Natalia snapped awake in the middle of the night with the perfect idea to capitalize on Dimitri’s triumph at Carnegie Hall.

Music could move the human soul. The few moments while Maxim Tachenko serenaded the elite audience at Carnegie Hall had been powerful, but it was already fading from the collective imagination of sympathetic New Yorkers. That emotion could be stoked again. Why not commission a recording of the song and distribute it all over the city? All over the country?

She rolled from bed, yanked on a robe, and darted down the steps to her phonograph and the stack of records beside it.

Natalia understood how musical recordings were made because she once considered investing in a record company for the bank. She rejected the proposal because the process was expensive, risky, and had a slow rate of return.

She hugged herself in the chilly night air and smiled. What was the point of being born with a fortune if it couldn’t be deployed to do something good? A shaft of bright hope pierced her veil of despondency. Commissioning a recording of “Waves of the Amur” would use her talents as a businesswoman and Dimitri’s budding appeal with the public. It would keep the pressure on the czar to deliver on his promise to reaffirm the 1858 treaty.

All she had to do now was track down the notoriously fickle Maxim Tachenko and convince him to cooperate in the recording.





28





Dimitri was gratified at how quickly Natalia’s mood lifted now that they had a mission. Her idea to make a recording of “Waves of the Amur” was excellent, provided they could get Tachenko’s cooperation. The reclusive violinist had retreated to his lake house for the rest of the summer, where he lived like a hermit when he wasn’t on tour. Luckily, Natalia’s cousin had a summer cabin on the same lake and was friendly with the difficult violinist.

One week after the concert at Carnegie Hall, Natalia made arrangements to visit Gwen and her husband at their lake house. They used Oscar’s carriage for the one-hour drive north of the city. The windows of the carriage were open, and the peaty, green scent of the deeply wooded forest permeated the air as they neared their destination.

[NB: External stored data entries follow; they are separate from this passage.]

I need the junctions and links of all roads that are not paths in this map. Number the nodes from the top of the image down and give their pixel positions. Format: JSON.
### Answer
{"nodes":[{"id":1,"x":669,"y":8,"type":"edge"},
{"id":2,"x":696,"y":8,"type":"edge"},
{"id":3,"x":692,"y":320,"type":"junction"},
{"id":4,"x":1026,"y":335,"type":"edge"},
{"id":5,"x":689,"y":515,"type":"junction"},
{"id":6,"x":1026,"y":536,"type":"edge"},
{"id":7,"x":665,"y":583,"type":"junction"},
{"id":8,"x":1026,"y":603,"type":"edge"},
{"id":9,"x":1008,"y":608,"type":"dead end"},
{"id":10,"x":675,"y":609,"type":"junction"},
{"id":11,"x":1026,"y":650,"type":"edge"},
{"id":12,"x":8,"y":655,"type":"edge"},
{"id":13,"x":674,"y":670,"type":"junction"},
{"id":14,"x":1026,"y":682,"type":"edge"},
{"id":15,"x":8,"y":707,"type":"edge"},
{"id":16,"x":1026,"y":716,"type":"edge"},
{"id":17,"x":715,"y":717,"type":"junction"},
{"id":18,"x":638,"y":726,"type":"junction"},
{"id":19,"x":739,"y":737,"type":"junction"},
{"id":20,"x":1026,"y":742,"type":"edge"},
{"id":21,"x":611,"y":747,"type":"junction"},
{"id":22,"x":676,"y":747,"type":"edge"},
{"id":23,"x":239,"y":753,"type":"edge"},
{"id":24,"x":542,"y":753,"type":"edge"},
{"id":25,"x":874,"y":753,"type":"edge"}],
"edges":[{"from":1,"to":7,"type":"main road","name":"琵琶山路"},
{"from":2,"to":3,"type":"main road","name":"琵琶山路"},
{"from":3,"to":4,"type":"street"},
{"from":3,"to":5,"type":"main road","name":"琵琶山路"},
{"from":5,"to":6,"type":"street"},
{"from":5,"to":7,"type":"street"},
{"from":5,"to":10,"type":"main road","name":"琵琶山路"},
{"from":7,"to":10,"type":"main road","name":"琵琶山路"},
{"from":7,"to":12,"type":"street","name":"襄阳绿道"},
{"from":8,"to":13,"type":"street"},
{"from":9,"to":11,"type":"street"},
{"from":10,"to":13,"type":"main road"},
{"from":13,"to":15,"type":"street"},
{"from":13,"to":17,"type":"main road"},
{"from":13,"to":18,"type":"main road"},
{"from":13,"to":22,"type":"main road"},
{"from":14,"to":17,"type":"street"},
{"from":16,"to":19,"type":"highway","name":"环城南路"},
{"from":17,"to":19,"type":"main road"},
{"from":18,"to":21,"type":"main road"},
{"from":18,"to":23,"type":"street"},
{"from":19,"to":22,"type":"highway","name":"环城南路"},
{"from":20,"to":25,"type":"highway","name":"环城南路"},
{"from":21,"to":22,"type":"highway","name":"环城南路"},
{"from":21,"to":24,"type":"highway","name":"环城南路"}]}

“I like this place,” Dimitri said. Sunlight filtered through the green canopy of foliage, and the twisty paths cutting through the woods reminded him of home. “I can see why your cousin would prefer to live here rather than in the city. The air smells good.”

Natalia shook her head. “They live in downtown Manhattan,” she said. “Gwen is working on a doctorate at New York University, and Patrick is a lawyer in one of the rougher parts of the city. They only come to their cabin for a few weeks a year.”

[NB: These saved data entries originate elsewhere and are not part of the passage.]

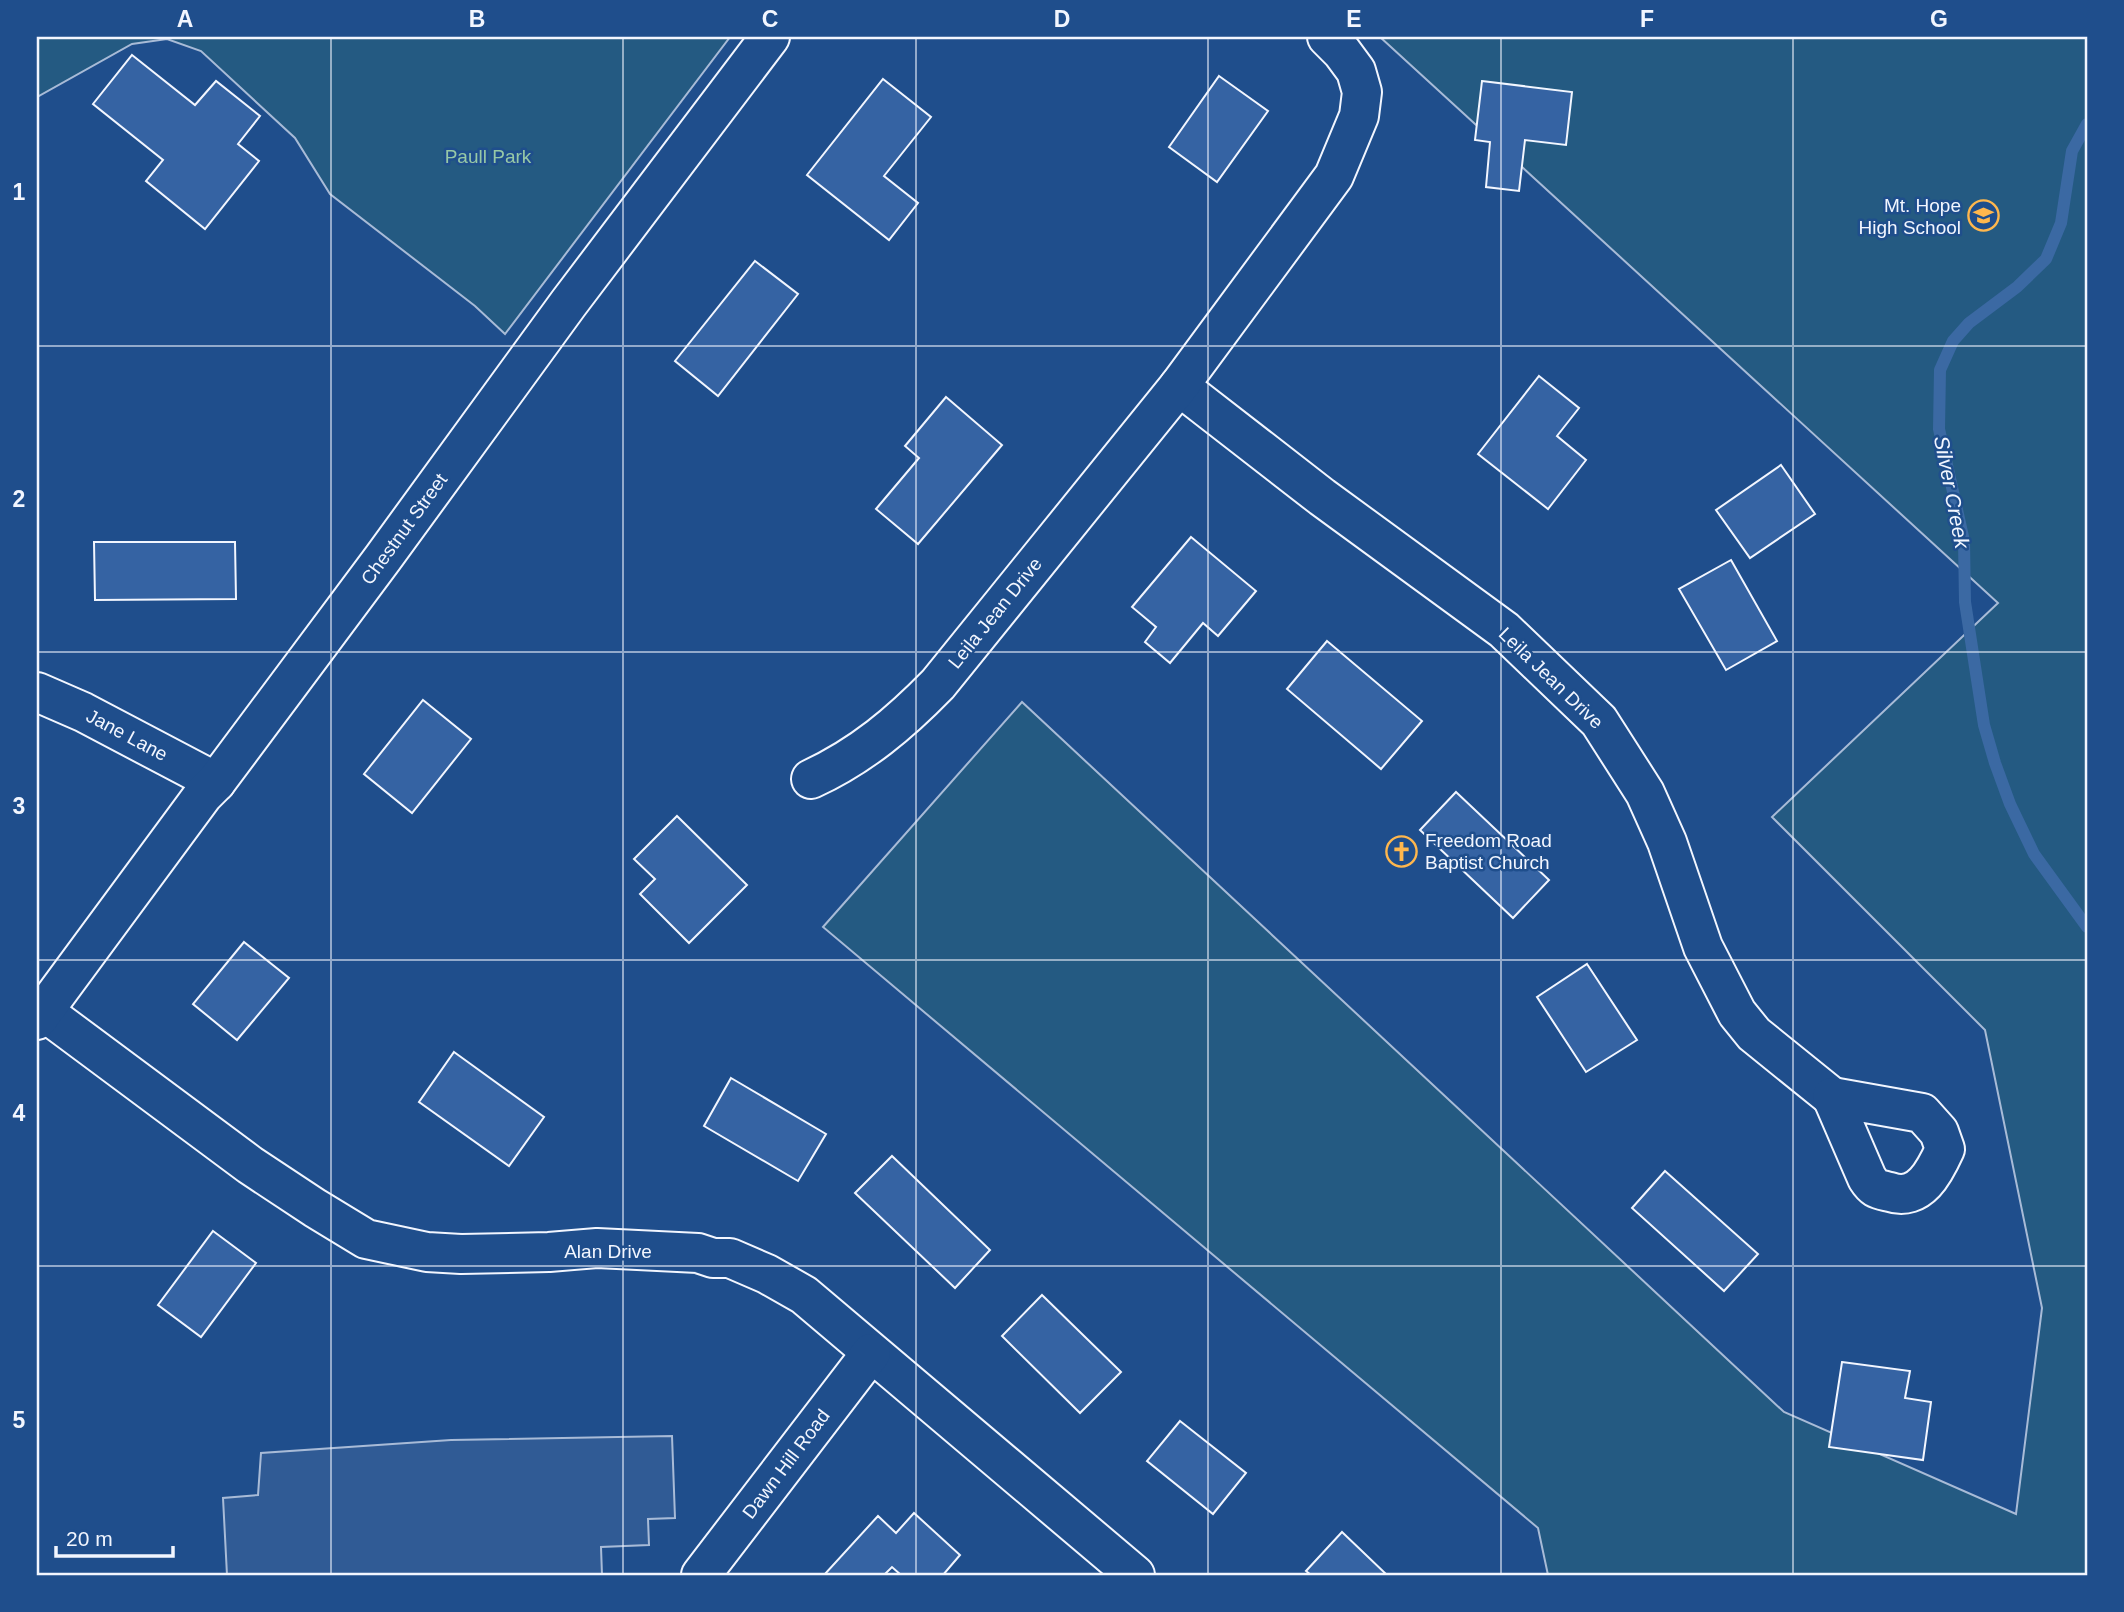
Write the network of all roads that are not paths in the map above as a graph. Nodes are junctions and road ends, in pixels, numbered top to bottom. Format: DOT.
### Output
graph roads {
  1 [pos="770,37"];
  2 [pos="1327,37"];
  3 [pos="1179,386"];
  4 [pos="37,692"];
  5 [pos="811,779"];
  6 [pos="216,782"];
  7 [pos="40,1015"];
  8 [pos="1832,1097"];
  9 [pos="871,1353"];
  10 [pos="701,1575"];
  11 [pos="1135,1575"];
  1 -- 6 [label="street, Chestnut Street"];
  2 -- 3 [label="street, Leila Jean Drive"];
  3 -- 5 [label="street, Leila Jean Drive"];
  3 -- 8 [label="street, Leila Jean Drive"];
  4 -- 6 [label="street, Jane Lane"];
  6 -- 7 [label="street, Chestnut Street"];
  7 -- 9 [label="street, Alan Drive"];
  9 -- 10 [label="street, Dawn Hill Road"];
  9 -- 11 [label="street, Alan Drive"];
}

The carriage lurched as it turned onto a graveled path so narrow that tree branches scraped the outside of the coach, but soon they arrived at a wide clearing before the cabin. Dimitri handed Natalia down from the carriage and marveled at the home. It was no humble cabin but was more like one of the chalets of Switzerland, a multistory home of wood with peaked rooflines, balconies, and stone chimneys.

The rustle of leaves mingled with the warble of birdsong, and a surge of well-being filled him. He propped his hands on his hips and looked up at a patch of shockingly blue sky overhead.

“What a glorious day the Lord has sent to us!” he boomed. “Look, the cherry plum trees have begun to bloom. Does anything smell more heavenly than the first cherry plum flowers of summer?”

“Good afternoon, Count Sokolov,” a wry voice said, and he turned to greet Natalia’s cousin Gwen, who wore a long braid of blond hair over her shoulder. She looked too delicate for her rugged husband, who towered well over six feet.

“I once promised you a bottle of perfume, didn’t I, Gwendolyn?”